1. Identify the Half-Reactions

* Reduction: Ag⁺ + e^- → Ag (This half-reaction gains electrons)

* Oxidation: Cu → Cu²⁺ + 2e^- (This half-reaction loses electrons)

2. Look Up Standard Reduction Potentials

You'll need a table of standard reduction potentials (E°) to find the values for each half-reaction. Here's a typical example:

* Ag⁺ + e^- → Ag E° = +0.80 V

* Cu²⁺ + 2e^- → Cu E° = +0.34 V

3. Determine the Cell Potential

* The reaction with the higher E° value is the reduction. In this case, Ag⁺ + e^- → Ag is the reduction.

* The reaction with the lower E° value is the oxidation. In this case, Cu → Cu²⁺ + 2e^- is the oxidation.

To calculate the overall cell potential (E°_cell), subtract the standard reduction potential of the oxidation half-reaction from the standard reduction potential of the reduction half-reaction.

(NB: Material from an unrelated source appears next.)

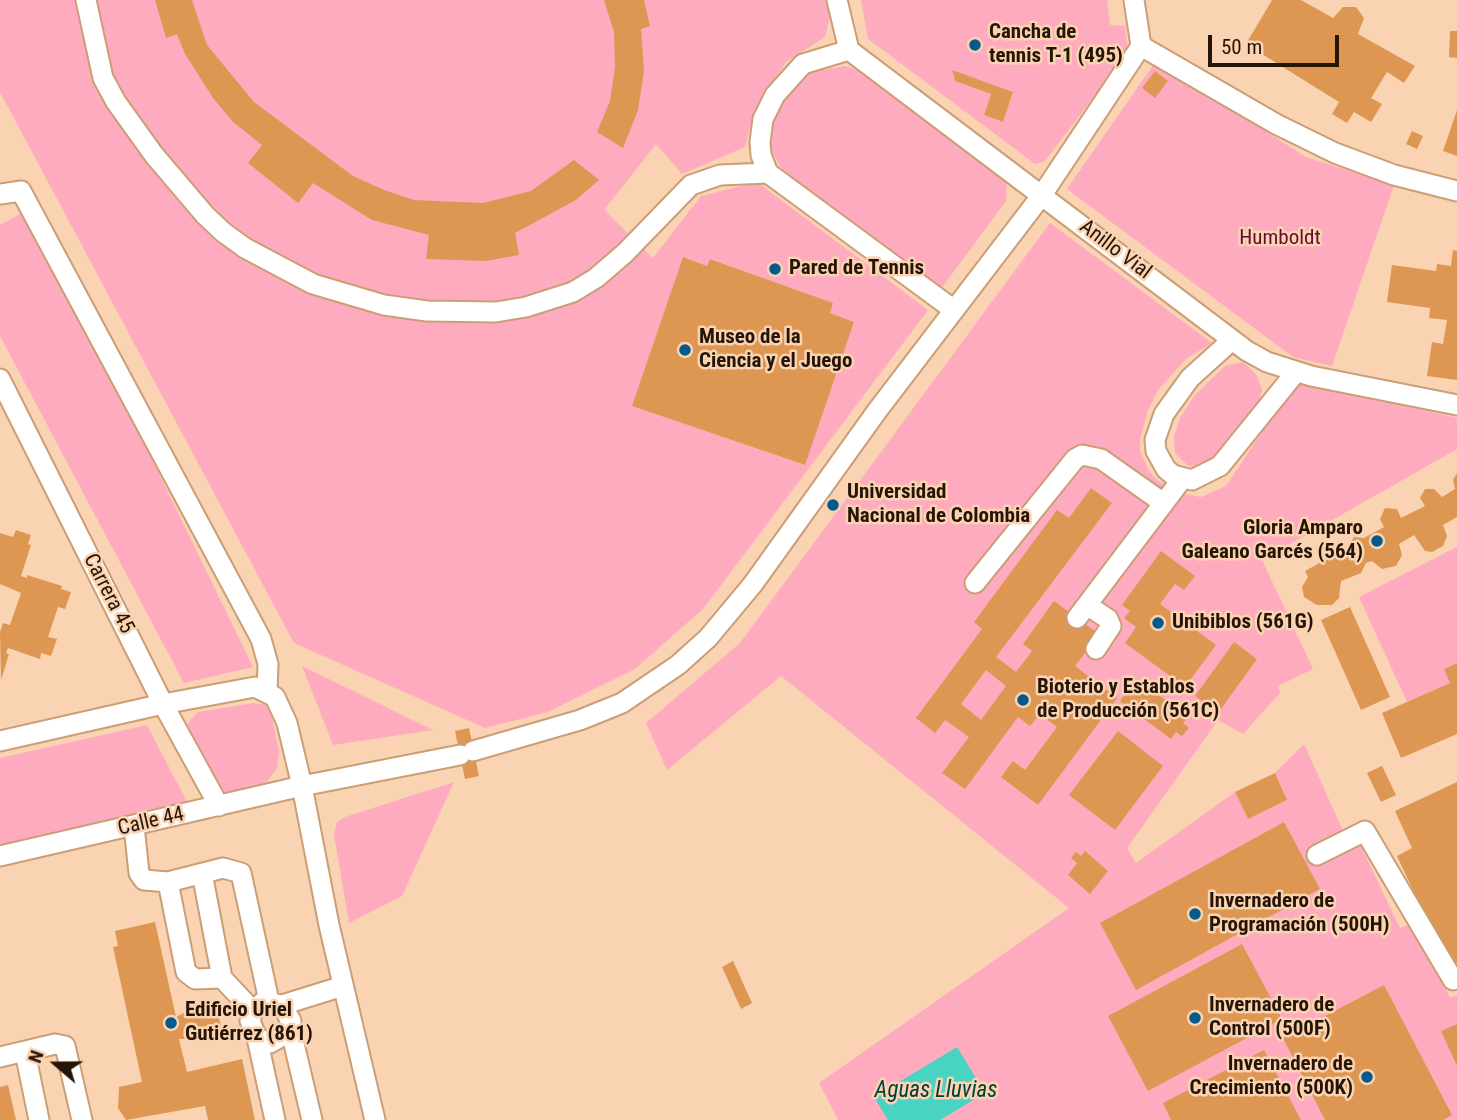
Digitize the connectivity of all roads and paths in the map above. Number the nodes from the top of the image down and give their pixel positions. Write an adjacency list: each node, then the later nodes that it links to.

E°_cell = E°_reduction - E°_oxidation

E°_cell = +0.80 V - (+0.34 V)

E°_cell = +0.46 V

Therefore, the overall voltage for this redox reaction is +0.46 V.

Important Notes:

* Spontaneity: A positive cell potential (like we calculated) indicates that the reaction is spontaneous under standard conditions.

* Standard Conditions: This calculation assumes standard conditions of 25°C and 1 atm pressure.

* Balancing: Make sure the number of electrons gained in the reduction half-reaction equals the number of electrons lost in the oxidation half-reaction. You may need to multiply one or both half-reactions by a factor to achieve this.